• **To do**:
The response should be the data again, identical in every line.

==============================

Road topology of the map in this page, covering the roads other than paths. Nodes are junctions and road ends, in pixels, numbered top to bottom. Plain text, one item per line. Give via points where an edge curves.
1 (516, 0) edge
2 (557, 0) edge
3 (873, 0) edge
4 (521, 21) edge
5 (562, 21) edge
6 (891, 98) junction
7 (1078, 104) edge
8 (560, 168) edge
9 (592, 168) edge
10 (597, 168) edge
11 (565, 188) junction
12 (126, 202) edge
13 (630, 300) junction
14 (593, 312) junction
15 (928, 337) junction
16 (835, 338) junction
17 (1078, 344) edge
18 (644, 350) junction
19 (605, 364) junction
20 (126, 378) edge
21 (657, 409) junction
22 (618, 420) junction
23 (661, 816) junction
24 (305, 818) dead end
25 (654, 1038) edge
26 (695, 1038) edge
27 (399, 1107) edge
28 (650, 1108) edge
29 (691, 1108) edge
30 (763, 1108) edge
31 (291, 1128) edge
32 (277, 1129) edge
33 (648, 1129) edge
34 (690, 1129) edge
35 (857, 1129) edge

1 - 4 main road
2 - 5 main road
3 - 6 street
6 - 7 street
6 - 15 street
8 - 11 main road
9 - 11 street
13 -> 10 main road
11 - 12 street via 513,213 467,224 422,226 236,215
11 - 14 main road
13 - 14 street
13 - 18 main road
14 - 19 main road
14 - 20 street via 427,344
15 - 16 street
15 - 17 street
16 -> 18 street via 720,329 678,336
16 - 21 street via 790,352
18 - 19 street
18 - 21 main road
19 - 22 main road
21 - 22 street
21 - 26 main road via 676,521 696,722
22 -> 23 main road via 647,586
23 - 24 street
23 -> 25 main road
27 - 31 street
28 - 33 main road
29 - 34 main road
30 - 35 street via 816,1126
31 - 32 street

==============================

• **Written answer**:
Road topology of the map in this page, covering the roads other than paths. Nodes are junctions and road ends, in pixels, numbered top to bottom. Plain text, one item per line. Give via points where an edge curves.
1 (516, 0) edge
2 (557, 0) edge
3 (873, 0) edge
4 (521, 21) edge
5 (562, 21) edge
6 (891, 98) junction
7 (1078, 104) edge
8 (560, 168) edge
9 (592, 168) edge
10 (597, 168) edge
11 (565, 188) junction
12 (126, 202) edge
13 (630, 300) junction
14 (593, 312) junction
15 (928, 337) junction
16 (835, 338) junction
17 (1078, 344) edge
18 (644, 350) junction
19 (605, 364) junction
20 (126, 378) edge
21 (657, 409) junction
22 (618, 420) junction
23 (661, 816) junction
24 (305, 818) dead end
25 (654, 1038) edge
26 (695, 1038) edge
27 (399, 1107) edge
28 (650, 1108) edge
29 (691, 1108) edge
30 (763, 1108) edge
31 (291, 1128) edge
32 (277, 1129) edge
33 (648, 1129) edge
34 (690, 1129) edge
35 (857, 1129) edge

1 - 4 main road
2 - 5 main road
3 - 6 street
6 - 7 street
6 - 15 street
8 - 11 main road
9 - 11 street
13 -> 10 main road
11 - 12 street via 513,213 467,224 422,226 236,215
11 - 14 main road
13 - 14 street
13 - 18 main road
14 - 19 main road
14 - 20 street via 427,344
15 - 16 street
15 - 17 street
16 -> 18 street via 720,329 678,336
16 - 21 street via 790,352
18 - 19 street
18 - 21 main road
19 - 22 main road
21 - 22 street
21 - 26 main road via 676,521 696,722
22 -> 23 main road via 647,586
23 - 24 street
23 -> 25 main road
27 - 31 street
28 - 33 main road
29 - 34 main road
30 - 35 street via 816,1126
31 - 32 street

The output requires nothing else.